First Man screening, panel open world of opportunities for young scholars
The youngsters — participants in the signature USC Neighborhood Academic Initiative program — hang on every word from the panel of Trojan aerospace experts
For Quetzalli Vergara, Friday’s screening of First Man and panel discussion with USC experts on aerospace was an opportunity to gain insight into her future ambitions.
“I’m interested in the space and science field and going into space. I want to be one of the first to go into Mars and explore it,” said Vergara, one of the USC Leslie and William McMorrow Neighborhood Academic Initiative scholars who attended the event.
The special screening of the film, based on the story of USC alumnus Neil Armstrong and his arduous path to being the first person to walk on the moon, had special appeal for the NAI students who focus on science, technology, engineering and math (STEM).
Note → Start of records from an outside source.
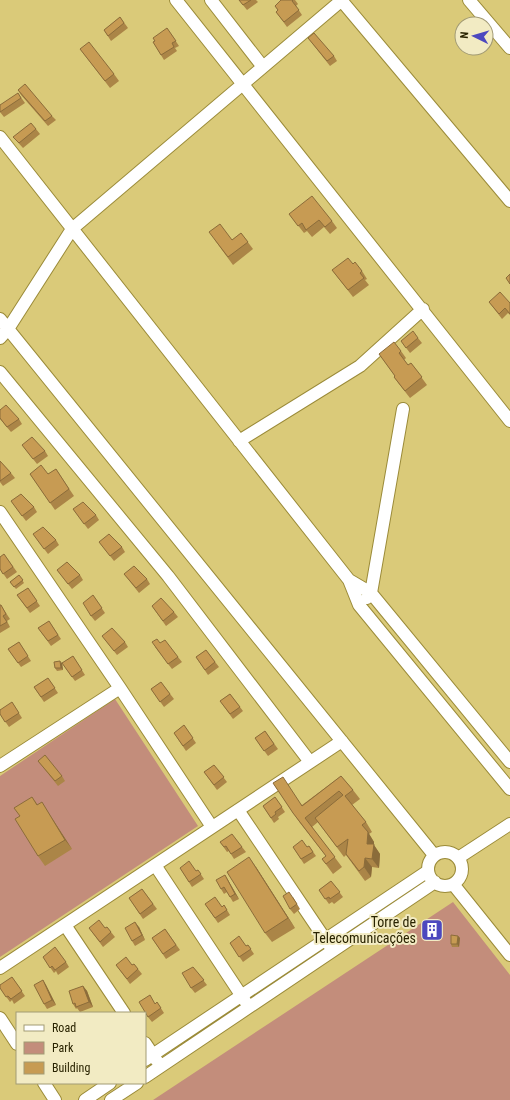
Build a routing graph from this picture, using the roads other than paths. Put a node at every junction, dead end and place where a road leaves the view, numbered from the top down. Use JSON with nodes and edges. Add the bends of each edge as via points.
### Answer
{"nodes":[{"id":1,"x":176,"y":0,"type":"edge"},
{"id":2,"x":211,"y":0,"type":"edge"},
{"id":3,"x":342,"y":0,"type":"edge"},
{"id":4,"x":469,"y":0,"type":"edge"},
{"id":5,"x":510,"y":48,"type":"edge"},
{"id":6,"x":263,"y":67,"type":"junction"},
{"id":7,"x":242,"y":85,"type":"junction"},
{"id":8,"x":0,"y":137,"type":"edge"},
{"id":9,"x":510,"y":201,"type":"edge"},
{"id":10,"x":72,"y":229,"type":"junction"},
{"id":11,"x":423,"y":309,"type":"junction"},
{"id":12,"x":0,"y":319,"type":"edge"},
{"id":13,"x":4,"y":334,"type":"edge"},
{"id":14,"x":0,"y":372,"type":"edge"},
{"id":15,"x":403,"y":409,"type":"dead end"},
{"id":16,"x":510,"y":421,"type":"edge"},
{"id":17,"x":239,"y":441,"type":"junction"},
{"id":18,"x":0,"y":512,"type":"edge"},
{"id":19,"x":349,"y":580,"type":"junction"},
{"id":20,"x":371,"y":593,"type":"junction"},
{"id":21,"x":359,"y":605,"type":"junction"},
{"id":22,"x":120,"y":688,"type":"junction"},
{"id":23,"x":342,"y":741,"type":"junction"},
{"id":24,"x":310,"y":762,"type":"junction"},
{"id":25,"x":510,"y":762,"type":"edge"},
{"id":26,"x":0,"y":766,"type":"edge"},
{"id":27,"x":510,"y":789,"type":"edge"},
{"id":28,"x":238,"y":810,"type":"junction"},
{"id":29,"x":510,"y":824,"type":"edge"},
{"id":30,"x":212,"y":827,"type":"junction"},
{"id":31,"x":434,"y":855,"type":"junction"},
{"id":32,"x":458,"y":858,"type":"junction"},
{"id":33,"x":155,"y":866,"type":"junction"},
{"id":34,"x":428,"y":871,"type":"junction"},
{"id":35,"x":435,"y":882,"type":"junction"},
{"id":36,"x":453,"y":884,"type":"junction"},
{"id":37,"x":64,"y":925,"type":"junction"},
{"id":38,"x":326,"y":939,"type":"junction"},
{"id":39,"x":334,"y":950,"type":"junction"},
{"id":40,"x":510,"y":956,"type":"edge"},
{"id":41,"x":0,"y":968,"type":"edge"},
{"id":42,"x":242,"y":995,"type":"junction"},
{"id":43,"x":250,"y":1007,"type":"junction"},
{"id":44,"x":123,"y":1012,"type":"edge"},
{"id":45,"x":0,"y":1018,"type":"edge"},
{"id":46,"x":16,"y":1042,"type":"edge"},
{"id":47,"x":146,"y":1047,"type":"edge"},
{"id":48,"x":149,"y":1057,"type":"edge"},
{"id":49,"x":161,"y":1067,"type":"junction"},
{"id":50,"x":146,"y":1076,"type":"edge"},
{"id":51,"x":45,"y":1084,"type":"edge"},
{"id":52,"x":108,"y":1084,"type":"edge"},
{"id":53,"x":136,"y":1084,"type":"edge"},
{"id":54,"x":118,"y":1098,"type":"edge"},
{"id":55,"x":55,"y":1100,"type":"edge"},
{"id":56,"x":84,"y":1100,"type":"edge"}],
"edges":[{"from":1,"to":7,"type":"street"},
{"from":2,"to":6,"type":"street"},
{"from":3,"to":6,"type":"street"},
{"from":3,"to":9,"type":"street"},
{"from":4,"to":5,"type":"street"},
{"from":6,"to":7,"type":"street"},
{"from":7,"to":10,"type":"street"},
{"from":7,"to":11,"type":"street"},
{"from":8,"to":10,"type":"street"},
{"from":10,"to":13,"type":"street"},
{"from":10,"to":17,"type":"street"},
{"from":11,"to":16,"type":"street"},
{"from":11,"to":17,"type":"street","via":[[360,366]]},
{"from":12,"to":13,"type":"street"},
{"from":13,"to":23,"type":"street"},
{"from":14,"to":24,"type":"street","via":[[168,576]]},
{"from":15,"to":20,"type":"street"},
{"from":17,"to":19,"type":"street"},
{"from":18,"to":22,"type":"street"},
{"from":19,"to":20,"type":"street"},
{"from":19,"to":21,"type":"street"},
{"from":20,"to":21,"type":"street"},
{"from":20,"to":25,"type":"street"},
{"from":21,"to":27,"type":"street"},
{"from":22,"to":26,"type":"street"},
{"from":22,"to":30,"type":"street"},
{"from":23,"to":24,"type":"street"},
{"from":23,"to":31,"type":"street"},
{"from":24,"to":28,"type":"street"},
{"from":28,"to":30,"type":"street"},
{"from":28,"to":38,"type":"street"},
{"from":29,"to":32,"type":"street"},
{"from":30,"to":33,"type":"street"},
{"from":31,"to":32,"type":"street","via":[[444,851]]},
{"from":31,"to":34,"type":"street","via":[[429,862]]},
{"from":32,"to":36,"type":"street","via":[[461,872]]},
{"from":33,"to":37,"type":"street"},
{"from":33,"to":42,"type":"street"},
{"from":34,"to":35,"type":"street"},
{"from":34,"to":38,"type":"street"},
{"from":35,"to":36,"type":"street","via":[[444,886]]},
{"from":35,"to":39,"type":"street"},
{"from":36,"to":40,"type":"street"},
{"from":37,"to":41,"type":"street"},
{"from":37,"to":44,"type":"street"},
{"from":38,"to":39,"type":"street"},
{"from":38,"to":42,"type":"street"},
{"from":39,"to":43,"type":"street"},
{"from":42,"to":43,"type":"street"},
{"from":42,"to":48,"type":"street"},
{"from":43,"to":49,"type":"street"},
{"from":45,"to":46,"type":"street"},
{"from":47,"to":48,"type":"street"},
{"from":48,"to":49,"type":"street"},
{"from":49,"to":50,"type":"street"},
{"from":51,"to":55,"type":"street"},
{"from":52,"to":56,"type":"street"},
{"from":53,"to":54,"type":"street"}]}
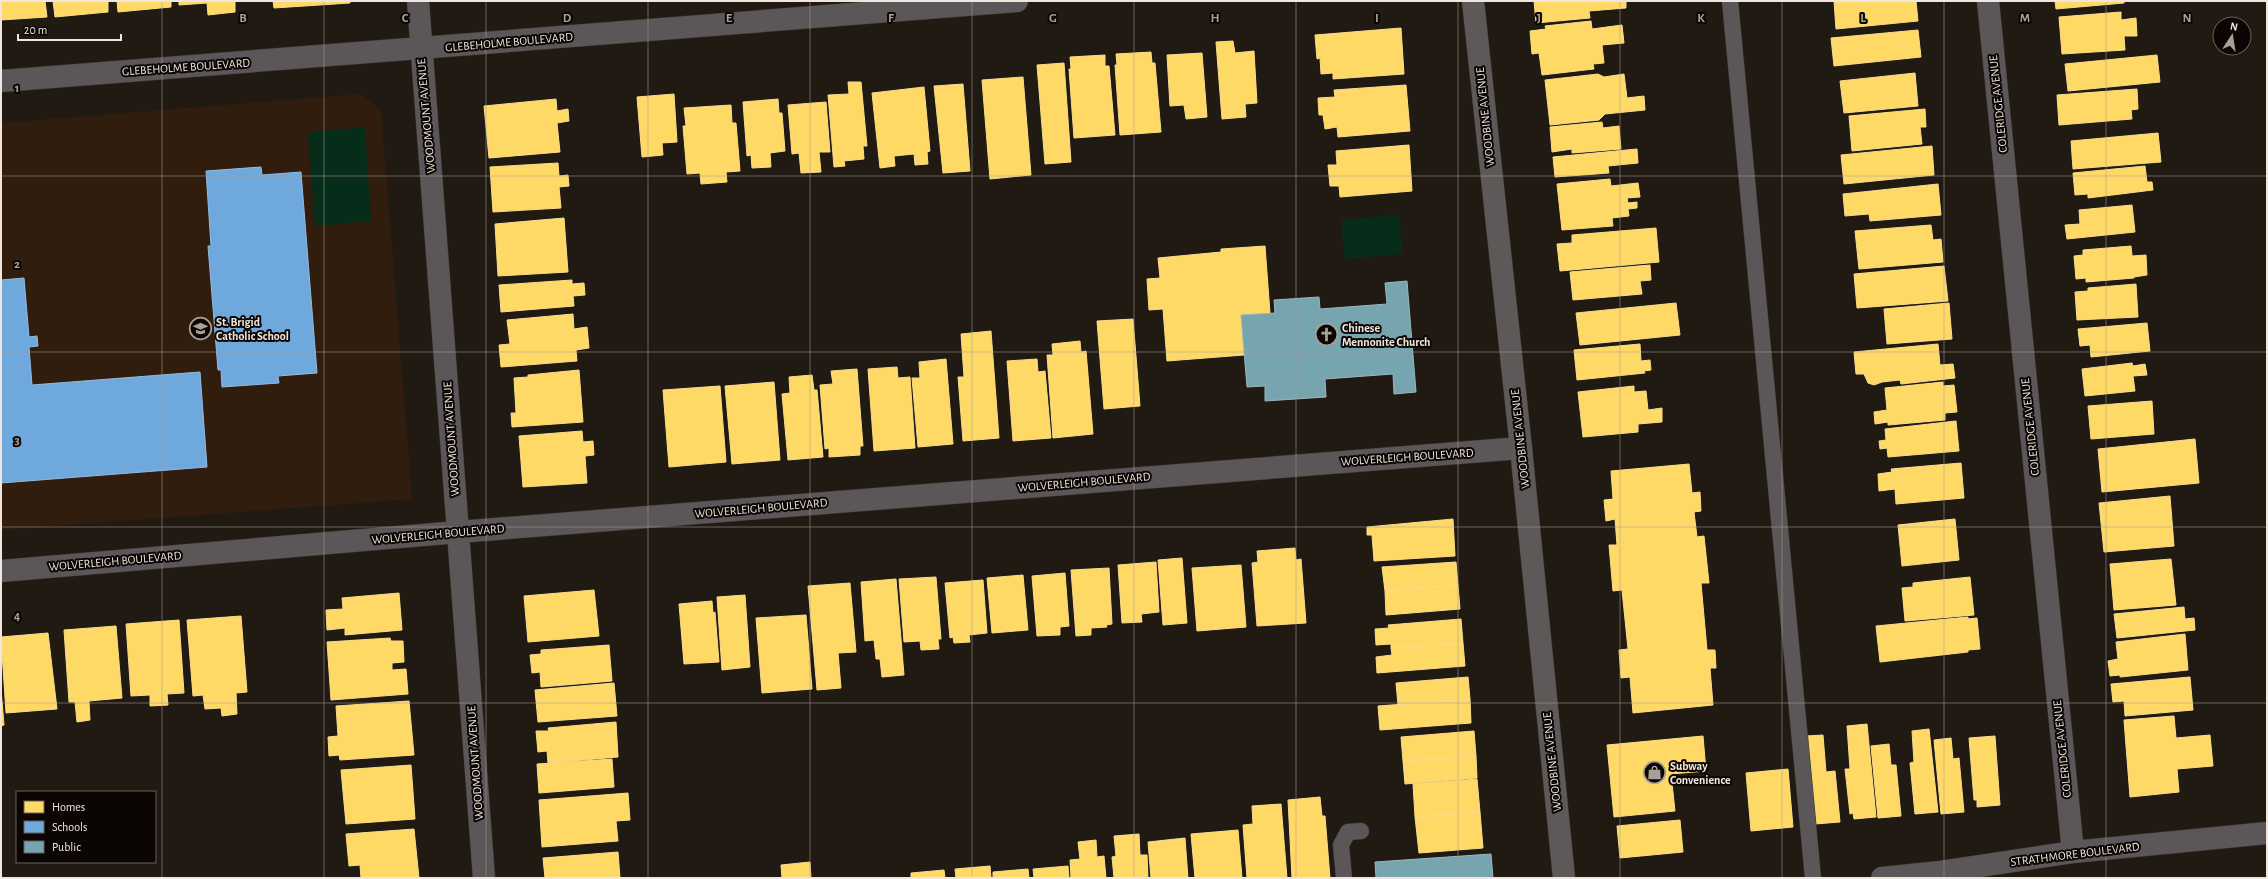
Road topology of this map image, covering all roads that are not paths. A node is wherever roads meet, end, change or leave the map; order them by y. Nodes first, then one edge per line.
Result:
1 (418, 1) edge
2 (1017, 1) edge
3 (1473, 1) edge
4 (1730, 1) edge
5 (1988, 1) edge
6 (420, 49) junction
7 (1, 81) edge
8 (1521, 448) junction
9 (458, 532) junction
10 (1, 571) edge
11 (1361, 831) dead end
12 (2267, 834) edge
13 (2073, 852) junction
14 (1940, 875) edge
15 (484, 878) edge
16 (1344, 878) edge
17 (1564, 878) edge
18 (1813, 878) edge
19 (1882, 878) edge

1 - 6 street, WOODMOUNT AVENUE
2 - 6 street, GLEBEHOLME BOULEVARD
3 - 8 main road, WOODBINE AVENUE
4 - 18 lane
5 - 13 street, COLERIDGE AVENUE
6 - 7 street, GLEBEHOLME BOULEVARD
6 - 9 street, WOODMOUNT AVENUE
8 - 9 street, WOLVERLEIGH BOULEVARD
8 - 17 main road, WOODBINE AVENUE
9 - 10 street, WOLVERLEIGH BOULEVARD
9 - 15 street, WOODMOUNT AVENUE
11 - 16 lane
12 - 13 street, STRATHMORE BOULEVARD
13 - 14 street, STRATHMORE BOULEVARD
14 - 19 street, STRATHMORE BOULEVARD

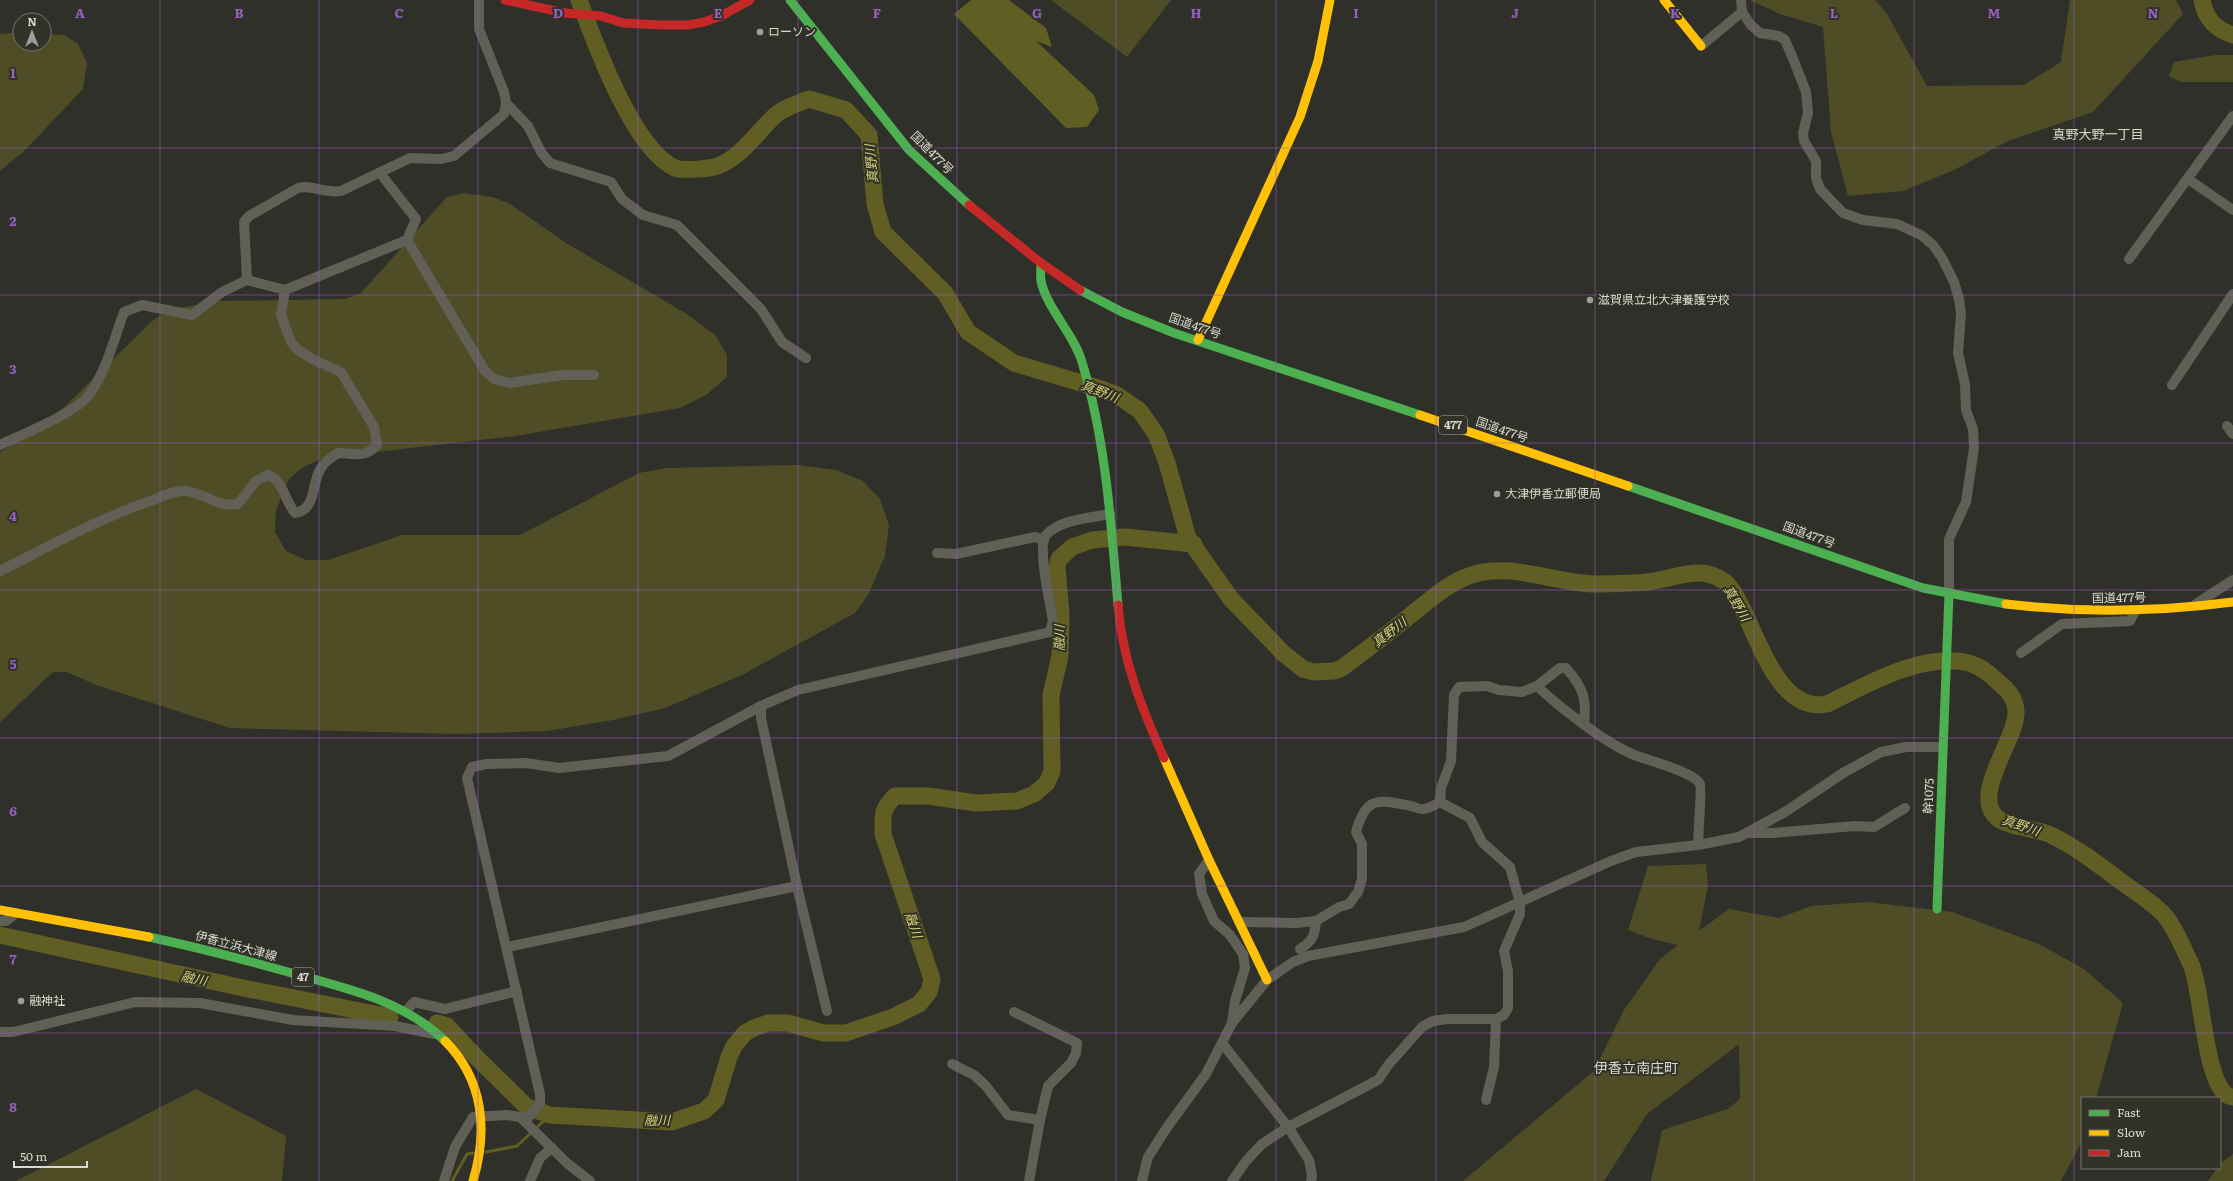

STEM and stars for USC Neighborhood Academic Initiave scholars
The highlight of the night for those students seeking to push the boundaries of space exploration was the discussion before the screening of the film.
The panel, featuring USC interim President Wanda M. Austin as well as former astronauts Charles Bolden and Garrett Reisman, touched on the past, present and future of aerospace, including the many challenges women and minorities face in the industry.
One of the subjects touched on during the discussion was the future of aerospace and engineering for underrepresented groups.
“One of the important things that we have to do is to make sure young women very early in their careers are exposed to the fact that there are women doing amazing things in science, engineering and technology,” Austin said. “To help them understand that by enjoying math and pursuing math, it will enable them to make the choice of about what kinds of career options they want to have.”
For USC Neighborhood Academic Initiative scholars, a world of possibilities
Natasha Arnold, an NAI senior who wants to pursue a career in aerospace engineering, said she is fascinated with space, rockets and satellites. Hearing these stories opens up a world of possibilities: “It just tells me there is no limit to what you want to do and to just go out there and explore,” she said.
Kim Thomas-Barrios, USC associate senior vice president of education partnerships, said the event showed the students there are opportunities they can pursue.
“It was inspiring to see people like them,” she said. “It shows them they are a part of this world and that they can really make an impact.”
One message for the audience was the shift in mindset for an industry battling the stigma that it is male-dominated and not inclusive. Austin noted that the incoming freshman class of the USC Viterbi School of Engineering is 45 percent women.
“Women need to see other women in their classes,” Austin said. “Young men need to see women in their classes.”
The panel, leaders in the industry and pioneers in space, encouraged and challenged the audience in attendance — the generation that will change the landscape of the industry and continue to explore areas that people have yet to explore. Quetzalli embraced the challenge: “You will remember my name!”
The Neighborhood Academic Initiative is USC’s signature college prep program and enrolls close to 1,000 students annually. Participating students commit to a seven-year plan of after-school tutoring, coupled with Saturday morning classes; those who remain in the program in good standing from sixth grade until their high school graduation are eligible for a full scholarship to USC, provided they meet admission requirements. Since its first graduating class in 1997, nearly 1,040 students have completed the program, with 83 percent enrolling as freshman at four-year universities and 35 percent enrolling at USC.